2. Map and peek are skipped because the number of items is unchanged.
long count = Stream.of("a", "aa")
.peek(s -> System.out.println("#1"))
//.filter(s -> s.length() < 2)
.peek(s -> System.out.println("#2"))
.map(s -> {
System.out.println("#3");
return s.length();
})
.count();
2
Important: The methods should have no side-effects (they do above, but only for the sake of example).
Side-effects in behavioral parameters to stream operations are, in general, discouraged, as they can often lead to unwitting violations of the statelessness requirement, as well as other thread-safety hazards.
The following implementation is dangerous.
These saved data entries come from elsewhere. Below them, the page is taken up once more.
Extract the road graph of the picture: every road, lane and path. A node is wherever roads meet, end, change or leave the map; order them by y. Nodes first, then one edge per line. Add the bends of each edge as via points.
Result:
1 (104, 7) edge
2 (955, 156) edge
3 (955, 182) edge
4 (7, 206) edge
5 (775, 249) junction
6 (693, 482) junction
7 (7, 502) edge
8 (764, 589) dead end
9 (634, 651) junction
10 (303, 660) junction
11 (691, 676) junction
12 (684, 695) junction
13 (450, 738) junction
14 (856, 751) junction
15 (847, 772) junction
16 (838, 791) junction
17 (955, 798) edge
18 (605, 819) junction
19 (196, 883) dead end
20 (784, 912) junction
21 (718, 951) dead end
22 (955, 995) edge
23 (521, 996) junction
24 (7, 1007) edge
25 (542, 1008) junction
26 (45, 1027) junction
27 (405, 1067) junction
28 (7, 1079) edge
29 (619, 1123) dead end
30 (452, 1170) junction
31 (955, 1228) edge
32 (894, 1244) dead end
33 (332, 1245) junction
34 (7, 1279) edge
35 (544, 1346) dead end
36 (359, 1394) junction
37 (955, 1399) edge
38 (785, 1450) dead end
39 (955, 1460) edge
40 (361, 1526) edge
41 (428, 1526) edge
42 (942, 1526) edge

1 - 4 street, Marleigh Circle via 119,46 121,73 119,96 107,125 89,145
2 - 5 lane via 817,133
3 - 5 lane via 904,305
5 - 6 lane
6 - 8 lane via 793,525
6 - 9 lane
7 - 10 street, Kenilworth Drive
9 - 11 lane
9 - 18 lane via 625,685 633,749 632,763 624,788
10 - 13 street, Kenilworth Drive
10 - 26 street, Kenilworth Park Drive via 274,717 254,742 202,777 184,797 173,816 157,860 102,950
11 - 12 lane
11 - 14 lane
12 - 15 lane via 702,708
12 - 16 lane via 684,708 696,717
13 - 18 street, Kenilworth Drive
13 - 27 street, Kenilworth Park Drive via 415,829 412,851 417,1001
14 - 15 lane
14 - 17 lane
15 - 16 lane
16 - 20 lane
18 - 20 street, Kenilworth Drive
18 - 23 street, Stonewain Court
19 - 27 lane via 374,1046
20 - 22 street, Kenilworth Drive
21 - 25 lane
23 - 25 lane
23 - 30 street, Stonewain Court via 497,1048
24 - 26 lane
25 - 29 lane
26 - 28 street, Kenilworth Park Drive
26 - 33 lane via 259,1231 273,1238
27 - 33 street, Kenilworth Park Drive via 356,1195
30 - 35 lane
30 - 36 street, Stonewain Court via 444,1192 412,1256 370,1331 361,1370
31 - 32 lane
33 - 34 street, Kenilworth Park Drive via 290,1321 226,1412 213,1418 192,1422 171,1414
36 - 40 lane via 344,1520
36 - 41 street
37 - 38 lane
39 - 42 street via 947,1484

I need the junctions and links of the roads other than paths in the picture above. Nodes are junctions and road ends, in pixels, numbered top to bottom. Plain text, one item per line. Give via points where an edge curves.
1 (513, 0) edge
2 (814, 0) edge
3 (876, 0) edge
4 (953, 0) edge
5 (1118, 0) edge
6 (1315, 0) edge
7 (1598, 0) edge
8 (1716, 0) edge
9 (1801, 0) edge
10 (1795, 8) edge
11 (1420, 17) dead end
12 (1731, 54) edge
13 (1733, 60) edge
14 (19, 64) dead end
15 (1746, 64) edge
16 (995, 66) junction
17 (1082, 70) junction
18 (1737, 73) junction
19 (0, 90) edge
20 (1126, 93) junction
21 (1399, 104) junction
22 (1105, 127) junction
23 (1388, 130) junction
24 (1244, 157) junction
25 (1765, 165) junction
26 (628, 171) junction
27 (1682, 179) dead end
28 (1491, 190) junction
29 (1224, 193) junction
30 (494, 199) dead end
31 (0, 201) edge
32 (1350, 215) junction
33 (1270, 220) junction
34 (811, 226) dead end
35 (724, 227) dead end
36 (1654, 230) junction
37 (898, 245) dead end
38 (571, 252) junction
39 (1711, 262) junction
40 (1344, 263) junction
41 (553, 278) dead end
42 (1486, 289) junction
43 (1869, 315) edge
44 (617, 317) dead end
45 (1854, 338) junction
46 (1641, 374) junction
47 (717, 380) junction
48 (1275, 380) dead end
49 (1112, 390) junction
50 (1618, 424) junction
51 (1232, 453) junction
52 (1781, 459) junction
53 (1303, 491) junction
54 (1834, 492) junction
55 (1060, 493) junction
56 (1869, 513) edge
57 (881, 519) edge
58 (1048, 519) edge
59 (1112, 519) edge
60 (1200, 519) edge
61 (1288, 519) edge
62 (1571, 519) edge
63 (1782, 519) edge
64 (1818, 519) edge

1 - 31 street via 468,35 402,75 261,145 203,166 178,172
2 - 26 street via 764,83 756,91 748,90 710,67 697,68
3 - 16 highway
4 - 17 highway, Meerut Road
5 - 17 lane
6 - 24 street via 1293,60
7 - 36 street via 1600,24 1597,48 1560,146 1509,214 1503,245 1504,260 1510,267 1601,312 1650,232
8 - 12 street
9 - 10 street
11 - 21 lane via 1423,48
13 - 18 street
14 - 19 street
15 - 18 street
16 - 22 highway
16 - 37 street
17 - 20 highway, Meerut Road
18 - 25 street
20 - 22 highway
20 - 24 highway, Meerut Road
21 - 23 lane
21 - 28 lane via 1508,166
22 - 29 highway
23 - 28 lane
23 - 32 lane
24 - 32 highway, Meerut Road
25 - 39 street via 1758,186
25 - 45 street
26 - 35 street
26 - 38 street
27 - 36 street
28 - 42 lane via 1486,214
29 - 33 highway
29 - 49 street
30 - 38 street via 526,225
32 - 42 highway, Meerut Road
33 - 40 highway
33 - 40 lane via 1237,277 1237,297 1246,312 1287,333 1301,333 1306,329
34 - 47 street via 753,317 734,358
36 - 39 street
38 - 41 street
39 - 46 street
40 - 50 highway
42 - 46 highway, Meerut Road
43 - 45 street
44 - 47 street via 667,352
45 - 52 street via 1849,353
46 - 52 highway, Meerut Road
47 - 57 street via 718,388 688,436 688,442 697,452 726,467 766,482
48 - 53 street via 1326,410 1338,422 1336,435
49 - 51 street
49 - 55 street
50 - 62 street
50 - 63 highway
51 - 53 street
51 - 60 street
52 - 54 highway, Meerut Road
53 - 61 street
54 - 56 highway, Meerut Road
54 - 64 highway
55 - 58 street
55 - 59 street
Assuming callRestApi method performs a REST call, it won't be performed as the Stream violates the side-effect.
long count = Stream.of("url1", "url2")
.map(string -> callRestApi(HttpMethod.POST, string))
.count();
/**
* Performs a REST call
*/
public String callRestApi(HttpMethod httpMethod, String url);

peek() is an intermediate operation, and it expects a consumer which perform an action (side-effect) on elements of the stream.
In case when a stream pipe-line doesn't contain intermediate operations which can change the number of elements in the stream, like takeWhile, filter, limit, etc., and ends with terminal operation count() and when the stream-source allows evaluating the number of elements in it, then count() simply interrogates the source and returns the result. All intermediate operations get optimized away.
Note: this optimization of count() operation, which exists since Java 9 (see the API Note), is not directly related to peek(), it would affect every intermediate operation which doesn't change the number of elements in the stream (for now these are map(), sorted(), peek()).
There's More to it
peek() has a very special niche among other intermediate operations.
By its nature, peek() differs from other intermediate operations like map() as well as from the terminal operations that cause side-effects (like peek() does), performing a final action for each element that reaches them, which are forEach() and forEachOrdered().
The key point is that peek() doesn't contribute to the result of stream execution. It never affects the result produced by the terminal operation, whether it's a value or a final action.
In other words, if we throw away peek() from the pipeline, it would not affect the terminal operation.
Documentation of the method peek() as well the Stream API documentation warns its action could be elided, and you shouldn't rely on it.
A quote from the documentation of peek():
In cases where the stream implementation is able to optimize away the
production of some or all the elements (such as with short-circuiting
operations like findFirst, or in the example described in count()),
the action will not be invoked for those elements.
A quote from the API documentation, paragraph Side-effects:
The eliding of side-effects may also be surprising. With the exception of terminal operations forEach and forEachOrdered, side-effects of behavioral parameters may not always be executed when the stream implementation can optimize away the execution of behavioral parameters without affecting the result of the computation.
Here's an example of the stream (link to the source) where none of the intermediate operations gets elided apart from peek():
Stream.of(1, 2, 3)
.parallel()
.peek(System.out::println)
.skip(1)
.map(n -> n * 10)
.forEach(System.out::println);
In this pipe-line peek() presides skip() therefor you might expect it to display every element from the source on the console. However, it doesn't happen (element 1 will not be printed). Due to the nature of peek() it might be optimized away without breaking the code, i.e. without affecting the terminal operation.
That's why documentation explicitly states that this operation is provided exclusively for debugging purposes, and it should not be assigned with an action which needs to be executed at any circumstances.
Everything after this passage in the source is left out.